Problem requirements:
All lines containing the string "than" must be copied from the entries.

━━━━━━

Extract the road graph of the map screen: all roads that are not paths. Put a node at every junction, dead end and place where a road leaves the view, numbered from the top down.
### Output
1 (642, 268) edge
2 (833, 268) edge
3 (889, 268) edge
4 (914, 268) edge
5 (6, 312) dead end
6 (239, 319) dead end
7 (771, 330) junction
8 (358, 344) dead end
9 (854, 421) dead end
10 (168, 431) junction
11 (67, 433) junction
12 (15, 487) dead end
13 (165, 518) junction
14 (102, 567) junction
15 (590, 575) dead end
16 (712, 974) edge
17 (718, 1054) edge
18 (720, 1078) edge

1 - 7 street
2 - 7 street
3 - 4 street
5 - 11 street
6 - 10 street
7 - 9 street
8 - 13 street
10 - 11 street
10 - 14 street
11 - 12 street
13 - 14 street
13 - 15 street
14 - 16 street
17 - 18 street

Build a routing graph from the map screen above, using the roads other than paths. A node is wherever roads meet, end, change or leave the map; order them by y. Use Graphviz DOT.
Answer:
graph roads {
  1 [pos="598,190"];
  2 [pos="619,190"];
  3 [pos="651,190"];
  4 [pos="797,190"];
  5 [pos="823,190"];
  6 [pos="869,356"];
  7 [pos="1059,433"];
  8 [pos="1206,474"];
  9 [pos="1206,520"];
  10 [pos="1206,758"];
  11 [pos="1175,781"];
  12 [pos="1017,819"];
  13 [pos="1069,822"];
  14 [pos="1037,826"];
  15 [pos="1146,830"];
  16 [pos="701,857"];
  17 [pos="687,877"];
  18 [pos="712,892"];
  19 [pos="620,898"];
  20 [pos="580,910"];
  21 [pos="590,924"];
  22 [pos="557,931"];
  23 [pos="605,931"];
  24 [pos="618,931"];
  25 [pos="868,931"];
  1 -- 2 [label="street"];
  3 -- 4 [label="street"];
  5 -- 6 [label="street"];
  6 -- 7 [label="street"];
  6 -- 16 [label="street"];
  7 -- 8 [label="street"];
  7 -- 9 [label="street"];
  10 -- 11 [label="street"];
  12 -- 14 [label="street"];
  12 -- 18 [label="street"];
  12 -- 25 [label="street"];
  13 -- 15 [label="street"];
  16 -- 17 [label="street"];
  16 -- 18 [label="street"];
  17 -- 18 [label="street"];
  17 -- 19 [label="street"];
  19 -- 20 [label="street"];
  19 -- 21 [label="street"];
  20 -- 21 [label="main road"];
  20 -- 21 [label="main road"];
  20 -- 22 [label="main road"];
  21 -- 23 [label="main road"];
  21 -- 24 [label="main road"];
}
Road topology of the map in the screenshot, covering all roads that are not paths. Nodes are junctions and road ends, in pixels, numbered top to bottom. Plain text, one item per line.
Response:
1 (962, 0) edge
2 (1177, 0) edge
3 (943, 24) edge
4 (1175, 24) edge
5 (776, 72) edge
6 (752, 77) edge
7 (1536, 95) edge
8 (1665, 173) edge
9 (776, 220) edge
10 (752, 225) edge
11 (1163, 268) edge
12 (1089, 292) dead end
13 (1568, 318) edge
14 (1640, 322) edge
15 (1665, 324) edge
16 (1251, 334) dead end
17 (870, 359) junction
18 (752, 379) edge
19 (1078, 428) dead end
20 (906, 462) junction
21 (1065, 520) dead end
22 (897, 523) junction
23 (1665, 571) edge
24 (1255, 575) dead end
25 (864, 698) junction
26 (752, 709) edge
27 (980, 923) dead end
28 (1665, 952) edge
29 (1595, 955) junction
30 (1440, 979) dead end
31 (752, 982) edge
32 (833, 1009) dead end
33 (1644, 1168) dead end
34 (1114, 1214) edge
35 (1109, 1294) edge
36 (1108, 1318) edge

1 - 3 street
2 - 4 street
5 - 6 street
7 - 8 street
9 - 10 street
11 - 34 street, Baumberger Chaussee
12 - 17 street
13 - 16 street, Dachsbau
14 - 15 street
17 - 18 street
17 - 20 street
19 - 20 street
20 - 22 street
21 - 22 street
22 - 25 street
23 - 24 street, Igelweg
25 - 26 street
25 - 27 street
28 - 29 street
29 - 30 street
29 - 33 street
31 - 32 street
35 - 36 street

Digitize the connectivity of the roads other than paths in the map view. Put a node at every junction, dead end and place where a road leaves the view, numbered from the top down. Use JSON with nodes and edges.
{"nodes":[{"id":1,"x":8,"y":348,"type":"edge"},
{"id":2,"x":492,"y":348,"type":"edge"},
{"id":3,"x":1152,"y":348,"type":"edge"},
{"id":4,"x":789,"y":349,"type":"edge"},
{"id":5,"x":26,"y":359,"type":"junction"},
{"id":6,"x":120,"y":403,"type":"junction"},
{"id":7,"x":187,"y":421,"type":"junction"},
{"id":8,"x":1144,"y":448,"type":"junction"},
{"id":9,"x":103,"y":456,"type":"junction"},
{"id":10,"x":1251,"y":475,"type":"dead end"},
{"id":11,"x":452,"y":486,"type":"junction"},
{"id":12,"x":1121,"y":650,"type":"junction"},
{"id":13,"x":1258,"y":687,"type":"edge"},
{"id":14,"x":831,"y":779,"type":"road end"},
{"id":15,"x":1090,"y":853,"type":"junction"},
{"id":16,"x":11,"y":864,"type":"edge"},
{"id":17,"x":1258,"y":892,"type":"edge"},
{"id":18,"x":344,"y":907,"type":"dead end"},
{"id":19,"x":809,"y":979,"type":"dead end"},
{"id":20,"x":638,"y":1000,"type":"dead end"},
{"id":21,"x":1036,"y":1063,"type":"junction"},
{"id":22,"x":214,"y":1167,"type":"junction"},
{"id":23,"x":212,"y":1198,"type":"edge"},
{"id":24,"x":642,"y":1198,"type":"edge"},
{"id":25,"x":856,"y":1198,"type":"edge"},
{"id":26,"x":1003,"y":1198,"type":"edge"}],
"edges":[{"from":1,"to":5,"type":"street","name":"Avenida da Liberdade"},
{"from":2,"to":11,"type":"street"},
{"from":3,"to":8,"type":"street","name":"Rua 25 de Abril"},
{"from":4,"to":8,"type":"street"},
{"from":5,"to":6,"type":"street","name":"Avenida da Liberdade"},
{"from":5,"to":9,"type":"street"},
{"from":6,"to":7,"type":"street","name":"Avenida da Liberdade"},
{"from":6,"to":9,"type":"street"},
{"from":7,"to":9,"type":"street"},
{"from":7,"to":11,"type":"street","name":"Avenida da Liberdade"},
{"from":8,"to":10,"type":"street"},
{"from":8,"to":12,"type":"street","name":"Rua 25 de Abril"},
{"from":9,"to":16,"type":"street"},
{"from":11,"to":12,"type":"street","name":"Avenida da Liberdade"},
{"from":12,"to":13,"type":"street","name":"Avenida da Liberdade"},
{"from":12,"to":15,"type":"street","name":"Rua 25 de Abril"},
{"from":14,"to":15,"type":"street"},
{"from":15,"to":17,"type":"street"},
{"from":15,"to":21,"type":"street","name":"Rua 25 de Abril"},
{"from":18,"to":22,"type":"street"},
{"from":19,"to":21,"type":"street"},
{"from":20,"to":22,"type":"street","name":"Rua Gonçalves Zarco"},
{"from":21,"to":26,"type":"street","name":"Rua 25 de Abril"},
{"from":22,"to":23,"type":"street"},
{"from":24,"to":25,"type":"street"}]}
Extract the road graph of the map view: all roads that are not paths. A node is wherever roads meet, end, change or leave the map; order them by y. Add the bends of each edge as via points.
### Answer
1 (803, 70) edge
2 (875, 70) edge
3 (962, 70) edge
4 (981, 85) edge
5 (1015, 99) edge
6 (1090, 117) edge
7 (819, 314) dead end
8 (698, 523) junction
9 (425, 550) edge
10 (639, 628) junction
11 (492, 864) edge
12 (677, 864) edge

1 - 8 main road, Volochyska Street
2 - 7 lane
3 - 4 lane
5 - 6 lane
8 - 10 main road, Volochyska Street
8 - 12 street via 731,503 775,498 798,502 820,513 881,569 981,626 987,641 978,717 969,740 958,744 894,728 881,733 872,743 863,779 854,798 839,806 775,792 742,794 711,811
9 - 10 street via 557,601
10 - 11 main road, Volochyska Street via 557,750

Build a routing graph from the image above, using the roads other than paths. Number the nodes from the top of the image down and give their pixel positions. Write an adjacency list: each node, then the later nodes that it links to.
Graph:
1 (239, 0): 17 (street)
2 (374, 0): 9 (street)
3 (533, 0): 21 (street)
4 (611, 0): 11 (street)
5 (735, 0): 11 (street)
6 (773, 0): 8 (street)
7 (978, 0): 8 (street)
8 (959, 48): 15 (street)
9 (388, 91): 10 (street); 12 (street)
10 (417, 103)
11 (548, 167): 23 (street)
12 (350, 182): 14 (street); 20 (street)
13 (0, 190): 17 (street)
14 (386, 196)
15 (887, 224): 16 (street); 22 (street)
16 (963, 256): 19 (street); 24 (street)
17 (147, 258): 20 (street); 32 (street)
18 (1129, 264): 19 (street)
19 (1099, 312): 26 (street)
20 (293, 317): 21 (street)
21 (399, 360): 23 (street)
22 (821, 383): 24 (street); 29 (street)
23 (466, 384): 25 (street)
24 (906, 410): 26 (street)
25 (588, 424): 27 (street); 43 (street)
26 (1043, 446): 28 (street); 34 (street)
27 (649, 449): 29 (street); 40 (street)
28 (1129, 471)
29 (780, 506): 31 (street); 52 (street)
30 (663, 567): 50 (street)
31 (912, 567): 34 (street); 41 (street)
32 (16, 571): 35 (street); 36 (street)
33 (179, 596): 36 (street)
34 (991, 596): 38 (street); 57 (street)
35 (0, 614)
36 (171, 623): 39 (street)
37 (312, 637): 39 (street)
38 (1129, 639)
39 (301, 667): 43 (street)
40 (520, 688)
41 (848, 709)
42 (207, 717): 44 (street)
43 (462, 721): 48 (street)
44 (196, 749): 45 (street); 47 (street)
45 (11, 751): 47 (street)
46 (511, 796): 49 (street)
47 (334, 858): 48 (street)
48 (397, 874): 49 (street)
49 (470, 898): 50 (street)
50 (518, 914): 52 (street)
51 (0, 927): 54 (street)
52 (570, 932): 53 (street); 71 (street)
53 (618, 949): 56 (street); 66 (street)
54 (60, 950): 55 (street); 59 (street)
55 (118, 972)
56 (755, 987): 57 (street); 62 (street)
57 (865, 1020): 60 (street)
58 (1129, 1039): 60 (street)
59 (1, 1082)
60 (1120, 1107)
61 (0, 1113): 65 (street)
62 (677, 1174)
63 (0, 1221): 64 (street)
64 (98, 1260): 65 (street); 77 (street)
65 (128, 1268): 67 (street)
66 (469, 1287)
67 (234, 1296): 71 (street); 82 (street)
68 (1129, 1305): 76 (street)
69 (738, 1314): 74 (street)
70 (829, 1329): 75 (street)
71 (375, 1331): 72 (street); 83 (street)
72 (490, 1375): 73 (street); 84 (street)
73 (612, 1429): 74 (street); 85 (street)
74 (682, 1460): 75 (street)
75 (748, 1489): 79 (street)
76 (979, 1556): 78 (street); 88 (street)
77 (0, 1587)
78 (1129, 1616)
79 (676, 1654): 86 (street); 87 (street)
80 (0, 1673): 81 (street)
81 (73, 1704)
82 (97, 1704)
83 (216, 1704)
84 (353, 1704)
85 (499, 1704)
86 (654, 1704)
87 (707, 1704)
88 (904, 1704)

━━━━━━

Output for this task:
Build a routing graph from the map screen above, using the roads other than paths. A node is wherever roads meet, end, change or leave the map; order them by y. Use Graphviz DOT.
Digitize the connectivity of the roads other than paths in the map view. Put a node at every junction, dead end and place where a road leaves the view, numbered from the top down. Use JSON with nodes and edges.
Build a routing graph from the image above, using the roads other than paths. Number the nodes from the top of the image down and give their pixel positions. Write an adjacency list: each node, then the later nodes that it links to.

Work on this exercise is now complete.